Dr. Masood Ghouse, an oncology specialist who practices at the Franciscan Health campus in Olympia Fields, said the pandemic contributed to fewer people seeking screenings.

Dr. Masood Ghouse

“In general a lot of people were scared to come in. Less screening was done,” he said. “The impact of that was you are detecting cancers at more advanced stages. The treatment gets more involved. That was a huge impact last year.” 

As the pandemic continued, people began to regain confidence in the safety precautions taken by hospitals, and gradually they began attending to their health needs. 

That’s important because taking cancer screening tests when appropriate can sometimes dramatically increase survival rates, Ghouse said. 

He cited a recent finding by the National Cancer Institute on the effect of  the pandemic on cancer deaths. 

“Modeling the effect of COVID-19 on cancer screening and treatment for breast and colorectal cancer (which together account for about one-sixth of all cancer deaths) over the next decade suggests almost 10,000 excess deaths from breast and colorectal cancer deaths,” said Norman E. Sharpless, NCI director, in an article published in Science magazine.

Ghouse said early detection is important. For example, a cancer caught in stage one might have a five-year survival rate of 80%, but the same cancer diagnosed at stage four might have a five-year survival rate of 10%, illustrating the importance of early detection.

He noted that the chance of developing cancer at some point is high, 40% for men and 38% for women, adding that the latest treatment techniques and technologies have increased survivability dramatically, and screenings are part of the process of improved survivability.

Whether screening tests are appropriate depends on a person’s lifestyle and genetics. Alcohol use, smoking and obesity continue to be risk factors for developing cancer, as is a history of cancer in the family.

Ghouse said people should always consult their primary care physician about whether they should consider screening tests. 

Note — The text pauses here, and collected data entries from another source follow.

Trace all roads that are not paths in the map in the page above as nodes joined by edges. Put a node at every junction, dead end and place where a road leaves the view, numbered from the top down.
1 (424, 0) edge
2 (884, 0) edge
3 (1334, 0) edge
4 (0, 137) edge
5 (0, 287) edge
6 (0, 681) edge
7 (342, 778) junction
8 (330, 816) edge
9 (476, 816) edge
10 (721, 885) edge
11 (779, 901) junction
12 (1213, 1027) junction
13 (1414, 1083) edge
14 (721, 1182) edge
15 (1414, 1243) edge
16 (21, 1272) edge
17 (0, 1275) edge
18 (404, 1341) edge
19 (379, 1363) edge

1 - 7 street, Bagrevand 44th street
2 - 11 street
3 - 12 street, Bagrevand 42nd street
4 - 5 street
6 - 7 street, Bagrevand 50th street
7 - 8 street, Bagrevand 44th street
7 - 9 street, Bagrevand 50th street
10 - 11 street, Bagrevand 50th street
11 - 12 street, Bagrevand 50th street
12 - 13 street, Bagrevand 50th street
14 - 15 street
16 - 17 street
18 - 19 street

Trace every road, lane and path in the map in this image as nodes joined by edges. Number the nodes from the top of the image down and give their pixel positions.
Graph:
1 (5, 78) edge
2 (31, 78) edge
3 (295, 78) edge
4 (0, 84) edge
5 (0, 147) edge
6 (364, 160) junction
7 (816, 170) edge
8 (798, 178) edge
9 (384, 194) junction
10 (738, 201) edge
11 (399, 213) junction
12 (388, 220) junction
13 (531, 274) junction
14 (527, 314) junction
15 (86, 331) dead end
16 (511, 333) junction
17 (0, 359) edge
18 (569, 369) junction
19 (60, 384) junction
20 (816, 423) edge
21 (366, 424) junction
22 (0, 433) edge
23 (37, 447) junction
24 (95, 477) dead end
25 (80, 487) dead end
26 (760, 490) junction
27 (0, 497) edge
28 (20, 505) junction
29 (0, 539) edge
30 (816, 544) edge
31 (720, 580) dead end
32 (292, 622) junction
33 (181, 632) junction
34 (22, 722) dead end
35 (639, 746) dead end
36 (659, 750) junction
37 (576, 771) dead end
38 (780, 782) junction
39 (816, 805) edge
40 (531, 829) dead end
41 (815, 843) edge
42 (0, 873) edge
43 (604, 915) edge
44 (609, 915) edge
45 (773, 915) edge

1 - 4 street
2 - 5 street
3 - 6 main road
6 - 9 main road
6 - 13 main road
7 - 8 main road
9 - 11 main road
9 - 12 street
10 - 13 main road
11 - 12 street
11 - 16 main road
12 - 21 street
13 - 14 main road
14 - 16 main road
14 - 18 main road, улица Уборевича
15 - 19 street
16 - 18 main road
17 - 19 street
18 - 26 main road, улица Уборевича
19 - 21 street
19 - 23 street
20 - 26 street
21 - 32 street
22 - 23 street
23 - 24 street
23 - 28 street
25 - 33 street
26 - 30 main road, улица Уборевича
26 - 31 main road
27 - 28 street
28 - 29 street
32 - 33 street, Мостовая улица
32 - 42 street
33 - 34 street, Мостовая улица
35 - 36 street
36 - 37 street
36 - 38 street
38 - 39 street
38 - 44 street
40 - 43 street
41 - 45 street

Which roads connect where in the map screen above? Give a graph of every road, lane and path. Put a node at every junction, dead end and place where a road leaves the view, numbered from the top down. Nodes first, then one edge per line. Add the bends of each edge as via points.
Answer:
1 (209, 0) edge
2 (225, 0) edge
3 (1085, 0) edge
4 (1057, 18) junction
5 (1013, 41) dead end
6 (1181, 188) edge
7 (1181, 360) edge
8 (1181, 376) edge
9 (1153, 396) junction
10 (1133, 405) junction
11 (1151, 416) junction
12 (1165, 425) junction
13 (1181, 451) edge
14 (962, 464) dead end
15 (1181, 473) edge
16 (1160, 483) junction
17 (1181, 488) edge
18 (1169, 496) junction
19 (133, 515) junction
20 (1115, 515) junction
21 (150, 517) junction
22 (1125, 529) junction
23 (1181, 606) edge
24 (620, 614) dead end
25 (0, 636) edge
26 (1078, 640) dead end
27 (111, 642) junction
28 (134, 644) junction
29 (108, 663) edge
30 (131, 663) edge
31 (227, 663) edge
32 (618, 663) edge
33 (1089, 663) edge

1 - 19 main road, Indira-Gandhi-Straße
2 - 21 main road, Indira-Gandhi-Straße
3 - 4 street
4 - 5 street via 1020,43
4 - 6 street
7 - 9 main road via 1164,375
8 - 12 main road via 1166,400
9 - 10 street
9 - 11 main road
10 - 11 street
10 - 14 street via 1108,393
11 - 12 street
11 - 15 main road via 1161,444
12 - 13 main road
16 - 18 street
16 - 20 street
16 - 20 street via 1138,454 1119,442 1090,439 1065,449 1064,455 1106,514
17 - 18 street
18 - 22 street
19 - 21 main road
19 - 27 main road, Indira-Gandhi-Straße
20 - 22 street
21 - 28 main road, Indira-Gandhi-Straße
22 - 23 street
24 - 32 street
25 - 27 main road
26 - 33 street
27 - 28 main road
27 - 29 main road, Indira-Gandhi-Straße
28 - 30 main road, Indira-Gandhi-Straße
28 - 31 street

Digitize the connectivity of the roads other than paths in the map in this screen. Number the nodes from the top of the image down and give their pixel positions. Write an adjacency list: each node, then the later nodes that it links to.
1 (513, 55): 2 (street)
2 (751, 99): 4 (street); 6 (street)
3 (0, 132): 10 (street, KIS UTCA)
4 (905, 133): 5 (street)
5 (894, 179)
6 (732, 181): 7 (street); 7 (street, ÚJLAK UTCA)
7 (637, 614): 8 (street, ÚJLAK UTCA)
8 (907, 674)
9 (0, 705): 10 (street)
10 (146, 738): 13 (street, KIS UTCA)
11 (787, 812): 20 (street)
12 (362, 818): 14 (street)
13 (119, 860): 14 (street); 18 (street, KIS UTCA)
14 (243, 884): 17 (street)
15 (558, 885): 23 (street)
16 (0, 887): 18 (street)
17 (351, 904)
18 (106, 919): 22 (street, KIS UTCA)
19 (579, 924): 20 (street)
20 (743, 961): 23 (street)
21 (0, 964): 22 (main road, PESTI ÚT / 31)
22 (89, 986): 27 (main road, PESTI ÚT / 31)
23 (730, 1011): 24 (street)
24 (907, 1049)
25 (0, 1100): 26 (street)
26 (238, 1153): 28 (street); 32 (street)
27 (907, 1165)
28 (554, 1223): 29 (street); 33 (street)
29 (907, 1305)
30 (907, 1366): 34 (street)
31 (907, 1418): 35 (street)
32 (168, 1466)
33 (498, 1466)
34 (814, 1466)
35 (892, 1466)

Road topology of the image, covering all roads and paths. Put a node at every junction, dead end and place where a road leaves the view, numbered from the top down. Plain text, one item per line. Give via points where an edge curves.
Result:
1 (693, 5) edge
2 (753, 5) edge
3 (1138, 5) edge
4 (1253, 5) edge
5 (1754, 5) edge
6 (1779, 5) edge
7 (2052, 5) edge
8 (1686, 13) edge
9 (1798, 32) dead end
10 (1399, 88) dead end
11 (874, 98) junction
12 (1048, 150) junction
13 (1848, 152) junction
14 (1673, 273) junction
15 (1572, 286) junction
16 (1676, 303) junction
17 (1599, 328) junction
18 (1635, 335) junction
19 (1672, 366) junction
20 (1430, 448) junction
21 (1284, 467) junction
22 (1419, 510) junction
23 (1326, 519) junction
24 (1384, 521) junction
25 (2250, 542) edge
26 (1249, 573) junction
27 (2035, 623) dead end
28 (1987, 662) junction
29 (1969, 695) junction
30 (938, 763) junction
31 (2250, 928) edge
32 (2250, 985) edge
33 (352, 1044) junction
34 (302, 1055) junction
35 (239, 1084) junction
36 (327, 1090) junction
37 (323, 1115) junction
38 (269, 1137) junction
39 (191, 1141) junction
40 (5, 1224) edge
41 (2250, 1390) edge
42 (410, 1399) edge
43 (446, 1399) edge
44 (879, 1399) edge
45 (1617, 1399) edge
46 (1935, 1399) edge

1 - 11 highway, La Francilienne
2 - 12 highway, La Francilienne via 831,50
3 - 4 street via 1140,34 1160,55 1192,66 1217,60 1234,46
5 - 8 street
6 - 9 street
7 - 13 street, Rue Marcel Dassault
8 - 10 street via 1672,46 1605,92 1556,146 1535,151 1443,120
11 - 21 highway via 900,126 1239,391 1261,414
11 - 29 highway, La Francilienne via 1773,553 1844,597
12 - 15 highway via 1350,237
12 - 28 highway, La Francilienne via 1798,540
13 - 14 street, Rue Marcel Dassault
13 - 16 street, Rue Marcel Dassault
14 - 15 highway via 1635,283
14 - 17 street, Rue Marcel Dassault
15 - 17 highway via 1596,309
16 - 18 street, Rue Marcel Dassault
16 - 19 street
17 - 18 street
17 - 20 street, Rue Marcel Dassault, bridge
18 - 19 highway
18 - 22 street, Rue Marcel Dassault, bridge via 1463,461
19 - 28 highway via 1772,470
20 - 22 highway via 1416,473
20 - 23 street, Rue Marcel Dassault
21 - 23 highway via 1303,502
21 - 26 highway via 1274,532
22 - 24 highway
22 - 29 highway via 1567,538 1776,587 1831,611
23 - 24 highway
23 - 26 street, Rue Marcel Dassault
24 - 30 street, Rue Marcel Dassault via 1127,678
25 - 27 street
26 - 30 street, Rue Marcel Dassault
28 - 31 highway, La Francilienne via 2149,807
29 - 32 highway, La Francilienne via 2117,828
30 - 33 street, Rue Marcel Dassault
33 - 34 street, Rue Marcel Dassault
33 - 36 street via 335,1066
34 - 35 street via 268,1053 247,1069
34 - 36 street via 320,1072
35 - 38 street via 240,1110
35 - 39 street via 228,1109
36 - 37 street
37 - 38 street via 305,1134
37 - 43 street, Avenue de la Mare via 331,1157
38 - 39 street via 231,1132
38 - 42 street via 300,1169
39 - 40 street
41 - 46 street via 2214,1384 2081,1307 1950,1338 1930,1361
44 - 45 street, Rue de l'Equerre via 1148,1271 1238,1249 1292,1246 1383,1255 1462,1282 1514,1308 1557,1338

In addition to lifestyle and genetic factors, people should check with their doctor if they experience symptoms that could indicate cancers, such as unexplained weight loss, a lump in the breast or blood in the stool.

Ghouse said with the pandemic putting enormous demands on health care professionals, it’s more important than ever for patients and their families to initiate discussions about health concerns.

For those who may still be nervous about the safety of visiting a hospital or clinic to get tested, he noted that medical care facilities and their staffs adapted quickly to the virus, adopting new procedures for keeping patients safe.

Ghouse said virtual consultations are becoming more common, offering a convenient, pandemic-safe way to have discussions about whether cancer screenings are necessary.